2) A 3 kg block rests on a horizontal, frictionless surface....

2) A 3 kg block rests on a horizontal, frictionless surface. The block is pressed back against a spring have a constant of k = 500 N/m, compressing the spring by 0.05 m. The block is released and strikes a second block weighing 4 kg. After collision both blocks move together up a frictionless incline. a) What will be there final velocity on top of the 2.0 m horizontal surface? b) Explain the principles of physics being applied to your answer.

Transcript

00:02 All right, in this question, we have a block against a compressed spring that's going to be released, collide with another block, and then the pair are going to slide up a hill and we're going to find the final velocity of the two blocks at the top of that hill.

00:16 So we have three basic things that are going on here.

00:19 We have what i'm going to call phase one, where the spring releases block m1, and then we are going to have phase two, you know, actually let me grab a let me grab a lighter blue.

00:39 I think it'll be a little bit easier to see.

00:40 And then we're going to have phase two, which is going to be the collision of m1 with m2.

00:46 And then we are going to have phase three, which is the rising of the pair of blocks up the hill.

00:56 We're going to have to handle all three of these to get this answer.

01:02 So to start with phase one, that's going to be a conservation of energy situation, conservation of mechanical energy.

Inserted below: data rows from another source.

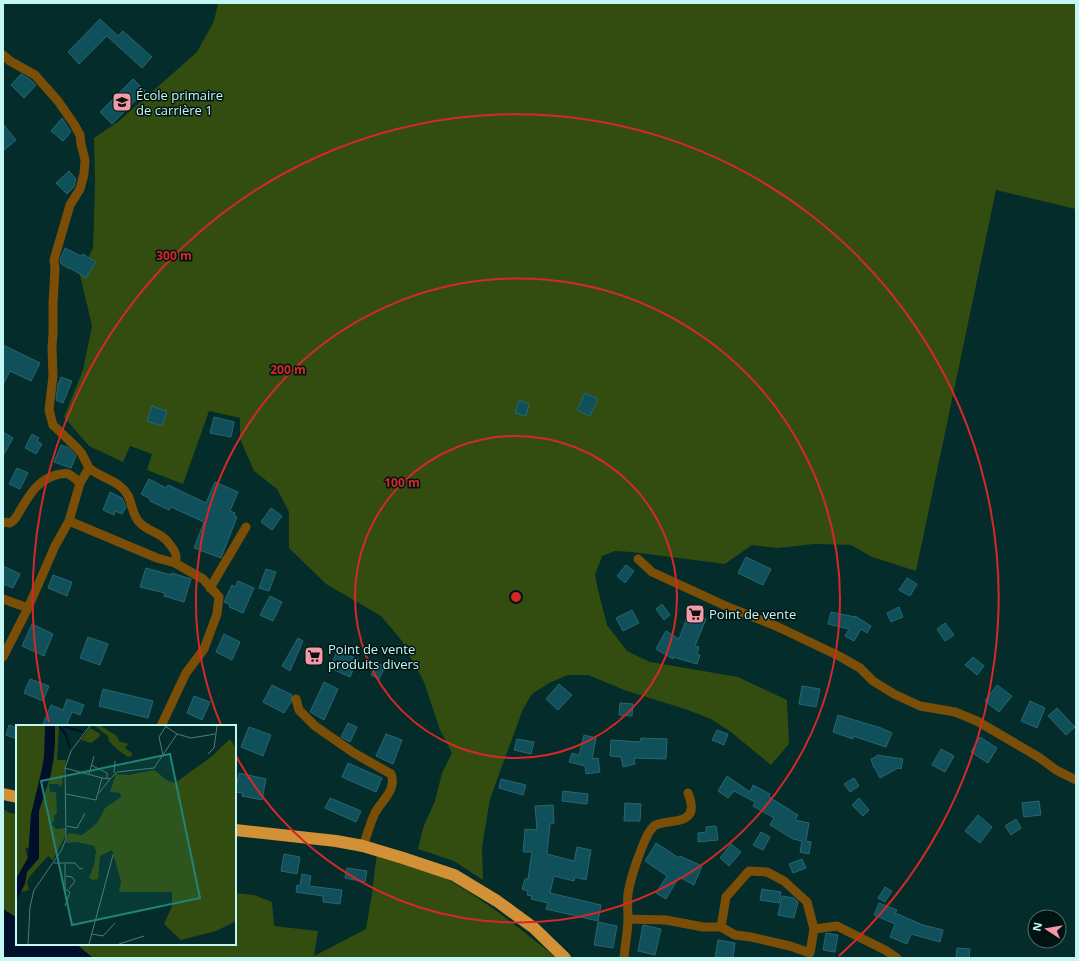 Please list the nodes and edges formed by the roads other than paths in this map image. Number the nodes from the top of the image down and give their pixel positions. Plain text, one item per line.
1 (3, 55) edge
2 (89, 468) junction
3 (80, 483) junction
4 (69, 521) junction
5 (3, 522) edge
6 (246, 527) dead end
7 (638, 558) dead end
8 (175, 563) junction
9 (210, 588) junction
10 (3, 598) edge
11 (28, 608) junction
12 (3, 657) edge
13 (296, 699) dead end
14 (161, 725) edge
15 (1076, 780) edge
16 (688, 793) dead end
17 (3, 794) edge
18 (16, 797) edge
19 (236, 830) edge
20 (363, 846) junction
21 (628, 919) junction
22 (721, 927) junction
23 (814, 929) junction
24 (565, 958) edge
25 (624, 958) edge
26 (897, 958) edge

1 - 2 street
2 - 3 street
2 - 8 street
3 - 4 street
3 - 5 street
4 - 8 street
4 - 11 street
6 - 9 street
7 - 15 street
8 - 9 street
9 - 14 street
10 - 11 street
11 - 12 street
13 - 20 street
16 - 21 street
17 - 18 highway
19 - 20 highway
20 - 24 highway
21 - 22 street
21 - 25 street
22 - 23 street
22 - 23 street
23 - 26 street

01:11 So there's elastic potential energy stored in the spring equal to one half kx squared, and that will be equal to one half m1, i'm going to call it v1 squared.

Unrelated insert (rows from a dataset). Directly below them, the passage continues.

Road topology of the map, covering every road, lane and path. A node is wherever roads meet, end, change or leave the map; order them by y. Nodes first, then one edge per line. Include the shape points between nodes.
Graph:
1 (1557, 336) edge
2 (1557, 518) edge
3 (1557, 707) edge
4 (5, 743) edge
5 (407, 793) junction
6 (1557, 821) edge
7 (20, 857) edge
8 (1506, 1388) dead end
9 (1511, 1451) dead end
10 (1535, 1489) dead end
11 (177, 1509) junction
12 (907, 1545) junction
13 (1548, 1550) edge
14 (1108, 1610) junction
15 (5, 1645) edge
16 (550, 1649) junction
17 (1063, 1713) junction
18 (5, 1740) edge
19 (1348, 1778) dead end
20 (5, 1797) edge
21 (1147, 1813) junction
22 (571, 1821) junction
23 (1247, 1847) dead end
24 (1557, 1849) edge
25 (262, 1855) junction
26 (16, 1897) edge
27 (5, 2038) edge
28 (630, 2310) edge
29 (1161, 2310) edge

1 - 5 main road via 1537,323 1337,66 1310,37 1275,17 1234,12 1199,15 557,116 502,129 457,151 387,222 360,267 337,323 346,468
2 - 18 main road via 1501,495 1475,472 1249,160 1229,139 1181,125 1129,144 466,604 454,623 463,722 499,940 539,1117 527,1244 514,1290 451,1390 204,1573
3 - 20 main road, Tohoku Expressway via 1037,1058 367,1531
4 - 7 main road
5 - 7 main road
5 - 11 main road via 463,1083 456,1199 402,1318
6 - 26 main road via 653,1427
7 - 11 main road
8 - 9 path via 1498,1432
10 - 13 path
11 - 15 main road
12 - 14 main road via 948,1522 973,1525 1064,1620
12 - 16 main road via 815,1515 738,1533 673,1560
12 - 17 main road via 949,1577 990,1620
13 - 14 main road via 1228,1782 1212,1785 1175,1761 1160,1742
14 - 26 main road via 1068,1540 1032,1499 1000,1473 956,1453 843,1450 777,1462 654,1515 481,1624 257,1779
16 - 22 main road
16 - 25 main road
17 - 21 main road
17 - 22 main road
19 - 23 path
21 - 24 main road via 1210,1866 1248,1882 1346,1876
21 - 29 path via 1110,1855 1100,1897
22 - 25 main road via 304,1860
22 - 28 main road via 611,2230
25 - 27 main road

01:26 And i don't like dealing with fractions, so we're going to multiply everything through by two, giving me kx squared equals m v1 squared.

01:38 So to solve for v1, i'm going to divide both sides by m, i'm going to take the square root.

01:48 And since x1 is already squared, i'm going to pull it outside the square root, because the square root of something squared is just the thing.

01:58 And so we have a compression of 0 .05 meters times the square root of 500 newtons per meter, divided by three kilograms.

02:10 And that gives me a velocity of 0 .645 meters per second for block one.

02:19 Now we can handle phase two, this is going to be a conservation of momentum, because it's a collision, right? so the initial momentum before the collision equals the final momentum after the collision, our initial momentum is carried entirely in m1, so m1 v1 equals, and they are sticking together, so we have to add their masses m1 plus m2, multiplied by, i'm just going to go ahead and call it v.

02:51 So the velocity of the blocks together after the collision will be equal to m1 v1 over the sum of the masses.

03:00 So we will take that three kilograms times 0 .645 divided by three plus four kilograms, and i get 0 .276 meters per second.

03:19 And now finally we're going to go back to an energy approach.

03:24 How do i know that? because we have something that's going from moving to elevated and possibly moving.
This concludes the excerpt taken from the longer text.